This page is a summary of the key points in our paper Is Explicit Congestion Notification usable with UDP? that will be presented in the ACM Internet Measurement Conference in October 2015:

The supporting data is available as a zip archive (343 Mbytes; MD5 b9bbc9839cc8a90d287f495d8392c3f0; DOI:10.5525/gla.researchdata.207). This archive contains the ECN trace files and traceroute data, plus a list of the servers we tested against, and source code for key tools. The data is also available from the University of Glasgow research data repository.

Background

The Internet relies on packet loss as a congestion signal. Routers queue packets on their outgoing links, and congestion results in queue overflow and packet loss. The transport detects this loss, and sends feedback to the sender to reduce its transmission rate, completing the feedback loop. The addition of ECN allows routers to mark packets as a signal that queues are growing, indicating the presence of congestion before it becomes necessary to discard packets. The receiver detects marked packets, and informs the sender, which reacts to the indication as it would react to loss.

ECN takes two bits from the IP header to indicate if a packet belongs to an ECN capable transport (ECT) flow (00 = not ECT, 01 = ECT(1), and 10 = ECT(0), where ECT(0) and ECT(1) are equivalent).
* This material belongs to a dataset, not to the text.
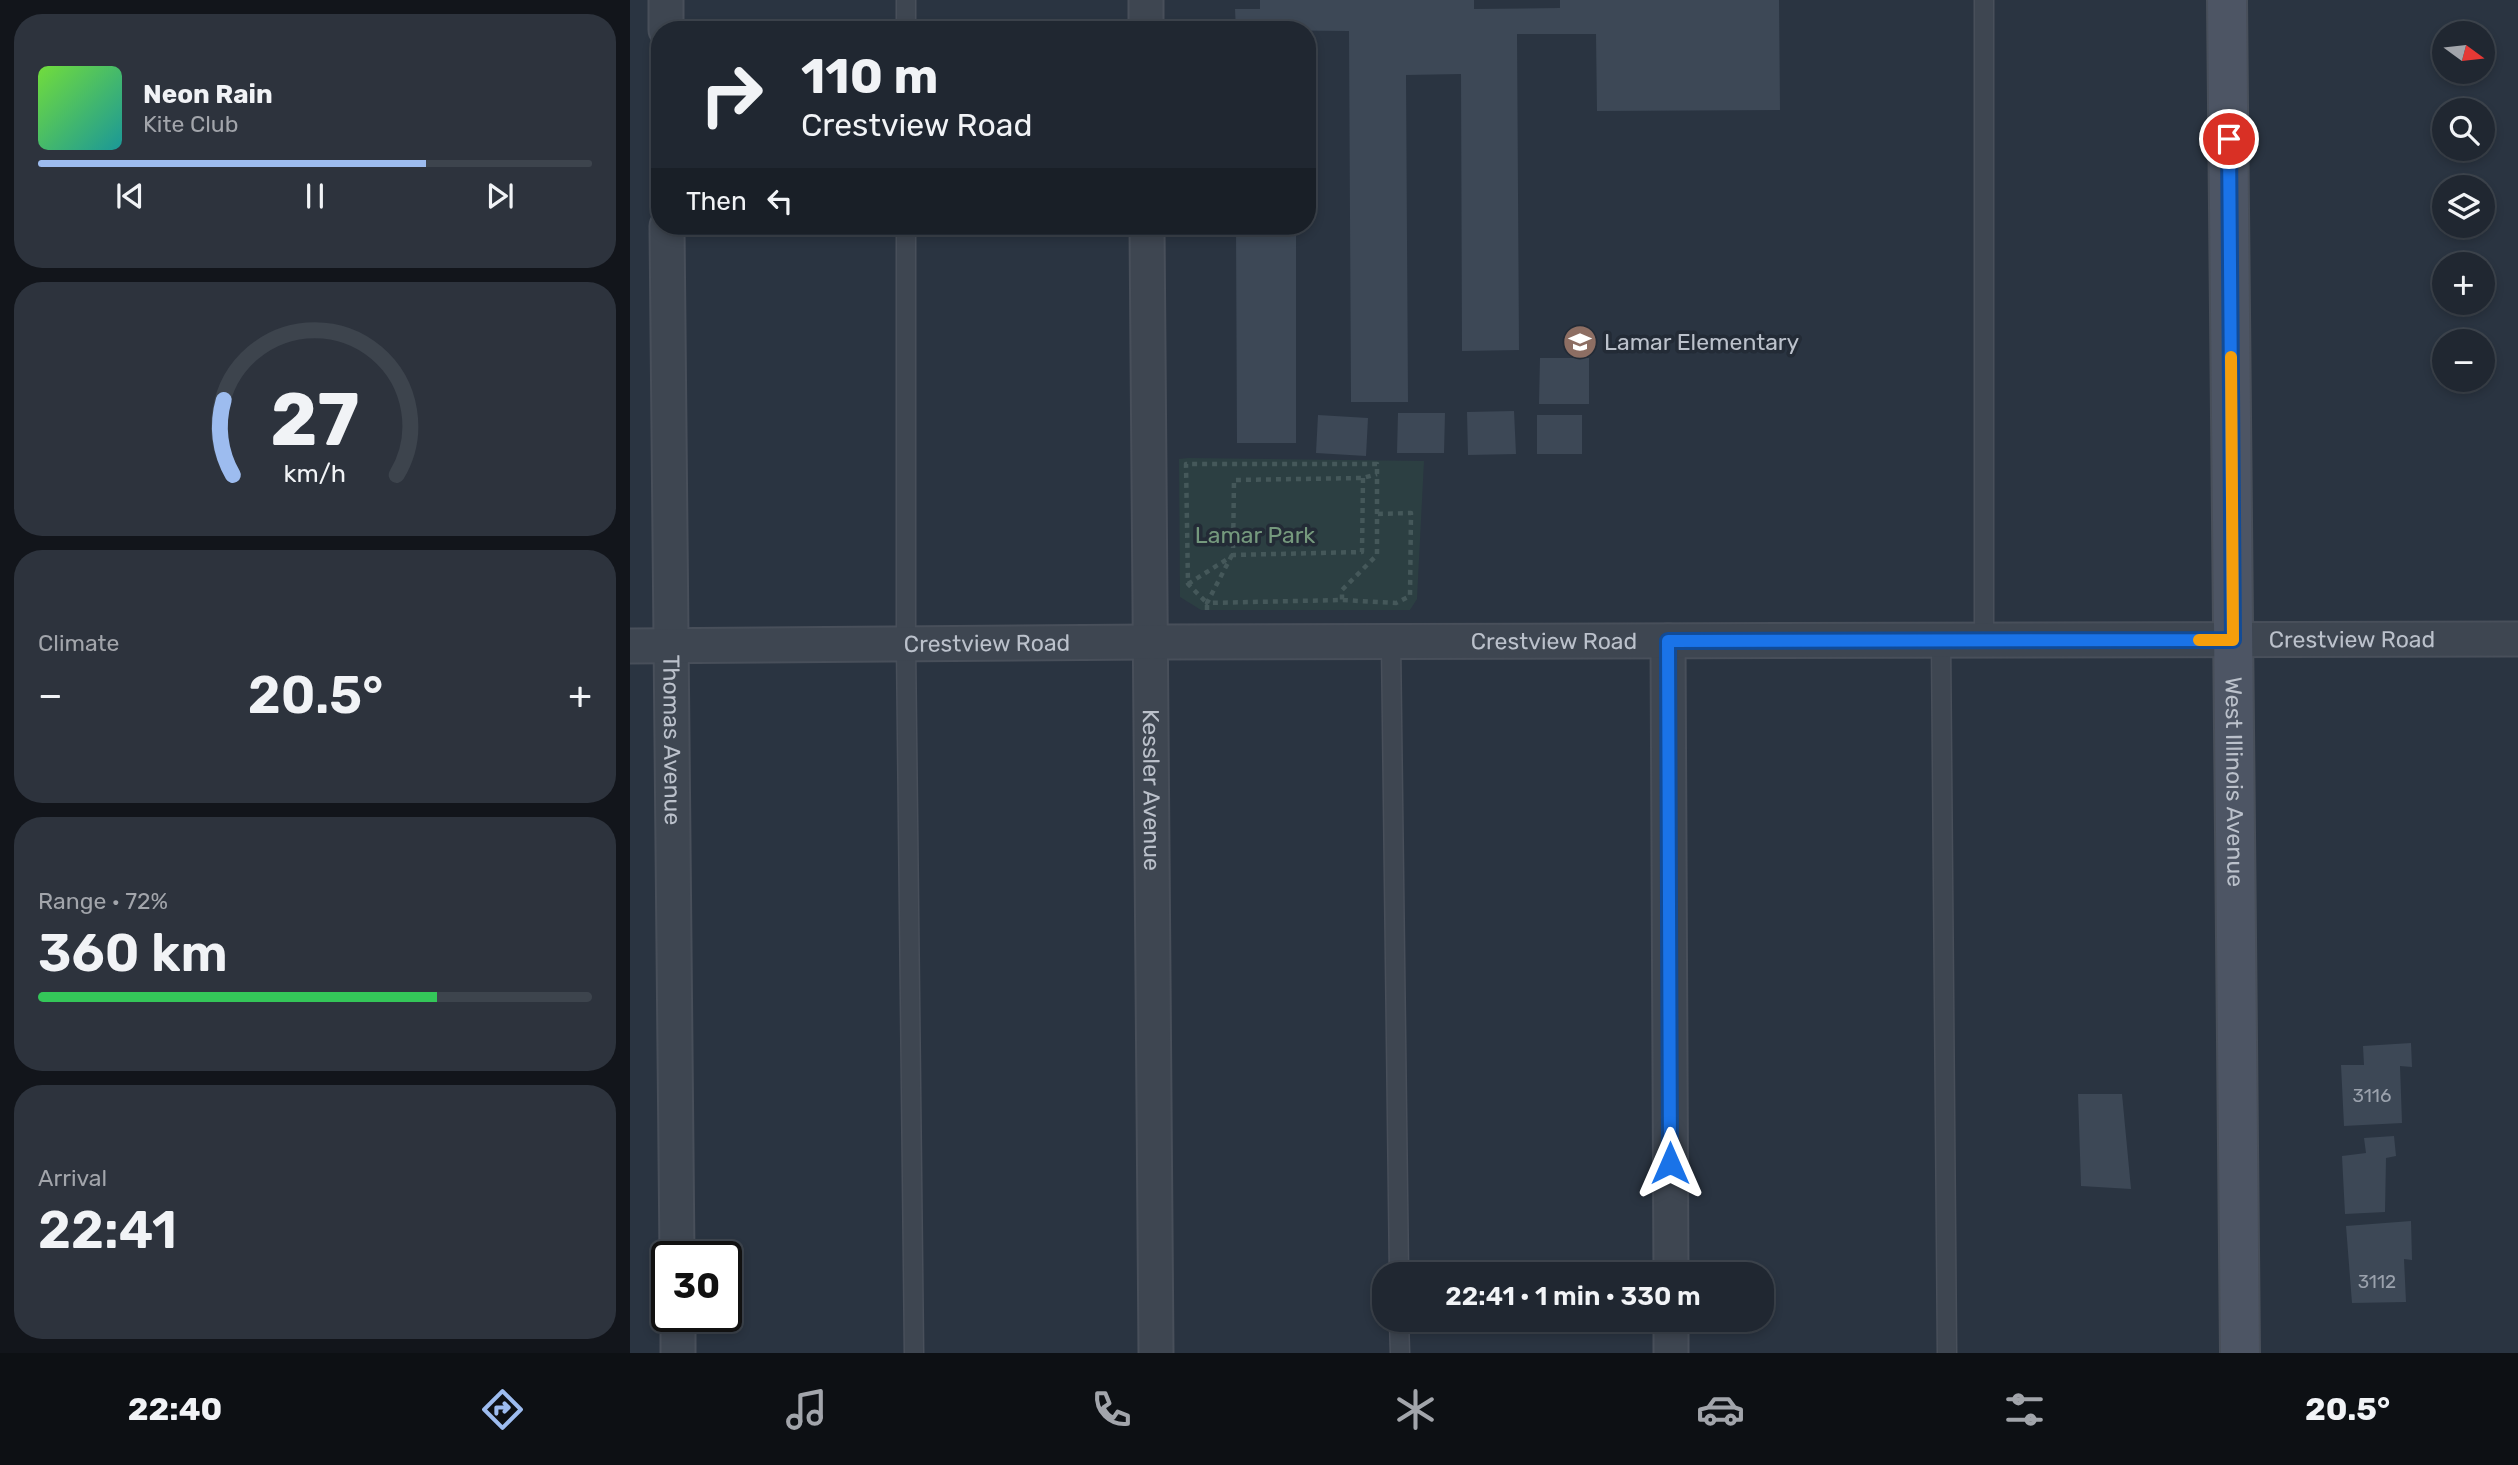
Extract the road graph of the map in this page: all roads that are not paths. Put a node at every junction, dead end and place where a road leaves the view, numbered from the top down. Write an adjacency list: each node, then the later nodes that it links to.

Routers that receive packets marked ECT(0) or ECT(1), and that are experiencing congestion, re-mark some of those packets by setting the ECT bits to 11 (ECN-CE), indicating congestion on the path. When ECN is used with TCP transport, feedback is provided by use of two previously reserved bits in the TCP header: ECE (ECN-Echo) and CWR (Congestion Window Reduced). On receipt of an IP packet marked ECN-CE, TCP sets the ECN-Echo bit in the corresponding ACK packet. The sender, on receipt of an ACK with ECN-Echo set, reacts to congestion as if the packet were dropped, and sets the CWR flag in the TCP header of its next outgoing TCP segment to acknowledge its response to the congestion. Since ECN for TCP uses two previously reserved bits of the TCP header, and requires active participation from the receiver, it must be negotiated before use. The initiator of a TCP connection signals its desire to use ECN by setting both ECE and CWR on the SYN packet; if the receiver also understands and desires to use ECN, it will set ECE on the SYN-ACK

UDP provides no feedback, so cannot directly be used with ECN. Rather, ECN is used in the context of a higher layer transport that runs over UDP and provides the necessary feedback. One such protocol is RTP, for which we previously specified ECN feedback. The use of ECN with RTP is negotiated using a non-RTP signalling channel, such as SIP or WebRTC, and both endpoints need to agree to its use before data is sent with ECT markings. Other transports layered on UDP can support ECN in a similar way, with an initial ECN capability negotiation phase while the communication session is being set-up, before ECT-marked UDP packets are sent.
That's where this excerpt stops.